A couple of days ago, I watched a short interview with the legendary investor Warren Buffett on an investment news channel. The interview was conducted shortly after the annual general meeting (AGM) of Buffett’s company Berkshire Hathaway. Buffet said many interesting things—as he always does—but the really educational part of the interview was the contrast between the world that Buffett inhabits and the world that his interviewer seemed to come from.
It was like listening to members of two different species talk. If a fly (which lives for perhaps a few hours) and a tortoise (who can survive for a hundred years or more) had a conversation, it would probably sound like Buffett and that interviewer.
At one point, the interviewer asked Buffett to comment on how his companies would cope with the downturn. Buffett replied that things were certainly down at the moment but he expected them to be OK in three to five years. I could see that the mere mention of a time scale like three to five years had derailed the interviewer’s thought process. Coming as she did from a world where three to five hours or at most three to five days is the standard unit of time, the idea of an investor talking in years seemed to have thrown a spanner in her works.
Next, she pulled out the day’s newspaper and drew the old man’s attention to a news item that US unemployment was up to 700,000. She wanted to know what he thought of the news. Buffett said that he was sure that five years from now, the employment situation would be much better than it was today. Again, this epic timescale put an end to that line of questioning.
However, this Methuselah of investing had reserved his best shot for the last. When the interviewer asked him about whether the economy was getting any better, Buffett upped the ante sharply. He said that the Dow Jones index had started the twentieth century at 66 points and ended it at 11,000 points. During these hundred years, there had been two world wars, a great depression, an oil shock and countless recessions. But in the end they had all worked out so he wasn’t really worried about the future.
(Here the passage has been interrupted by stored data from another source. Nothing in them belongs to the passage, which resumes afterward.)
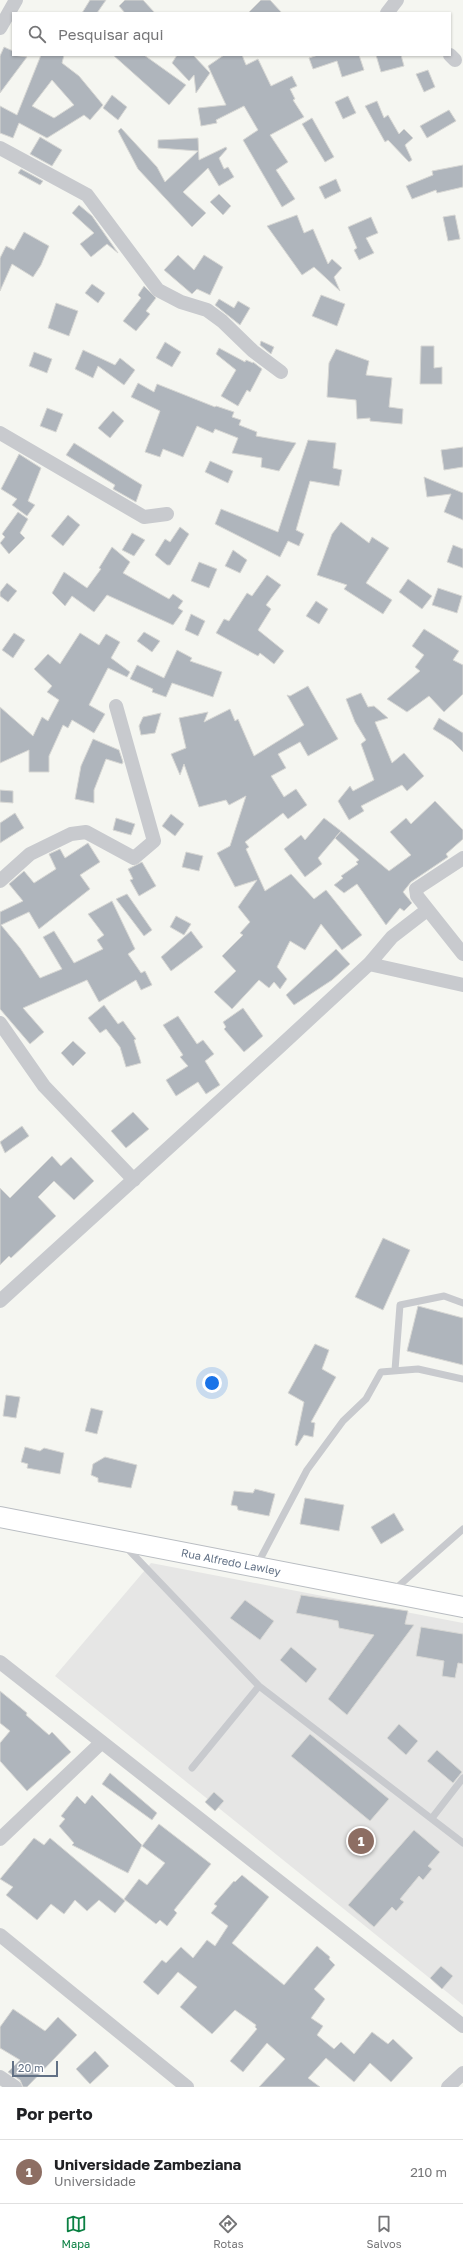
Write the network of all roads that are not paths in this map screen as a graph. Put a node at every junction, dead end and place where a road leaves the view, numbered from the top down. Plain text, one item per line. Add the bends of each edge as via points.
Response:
1 (16, 0) edge
2 (397, 0) edge
3 (388, 12) edge
4 (0, 28) edge
5 (0, 148) edge
6 (281, 372) dead end
7 (0, 434) edge
8 (167, 514) dead end
9 (116, 706) dead end
10 (463, 858) edge
11 (0, 881) edge
12 (427, 910) junction
13 (463, 954) edge
14 (369, 964) junction
15 (463, 985) edge
16 (0, 1023) edge
17 (134, 1180) junction
18 (0, 1301) edge
19 (463, 1303) edge
20 (395, 1370) junction
21 (463, 1379) edge
22 (0, 1517) edge
23 (463, 1529) edge
24 (120, 1541) junction
25 (256, 1567) junction
26 (391, 1593) junction
27 (463, 1607) edge
28 (0, 1662) edge
29 (259, 1686) junction
30 (102, 1742) junction
31 (192, 1768) dead end
32 (463, 1778) edge
33 (432, 1818) junction
34 (0, 1840) edge
35 (463, 1843) edge
36 (0, 1935) edge
37 (463, 2026) edge
38 (463, 2073) edge
39 (0, 2077) edge
40 (15, 2087) edge
41 (186, 2087) edge
42 (448, 2087) edge

1 - 4 street
2 - 3 street
5 - 6 street via 87,195 158,290 181,302 207,310
7 - 8 street via 144,516
9 - 11 street via 154,841 134,858 86,832 71,834 30,854
10 - 12 street via 416,888 417,896
12 - 13 street
12 - 14 street via 392,937
14 - 15 street
14 - 17 street
16 - 17 street via 44,1086
17 - 18 street
19 - 20 lane via 444,1296 400,1304
20 - 21 lane via 418,1369
20 - 25 lane via 381,1372 366,1399 342,1421 307,1470
22 - 24 main road, Rua Alfredo Lawley
23 - 26 lane
24 - 25 main road, Rua Alfredo Lawley
24 - 29 lane
25 - 26 main road, Rua Alfredo Lawley
26 - 27 main road, Rua Alfredo Lawley
28 - 30 street
29 - 31 lane
29 - 33 lane
30 - 34 street
30 - 37 street
32 - 33 lane
33 - 35 lane
36 - 41 street
38 - 42 street
39 - 40 street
There is simply no meeting point between an investor who is comfortable with such long time periods and the modern investing ‘process’. As you can see from the stock markets, there is no one around who actually takes the long view. Curiously, the normal investment-industry types frequently express scepticism about what Buffett stands for. Some time ago, I read a newspaper article which quoted some investment managers on Buffett. Many of them suggested that Buffett’s approach to investing was unrealistic—real investors need to be more ‘flexible’. They seemed to suggest that Buffett is a hermit living in a cave whose teachings are too impractical for the real world. Except that Buffett lives in the same real world and his real world investors have made returns of some 5,000 times.
Far from being impractical, Buffett’s success suggests—or even proves—that the only practical way of making money is to do a handful of straightforward things and keep doing them for decades.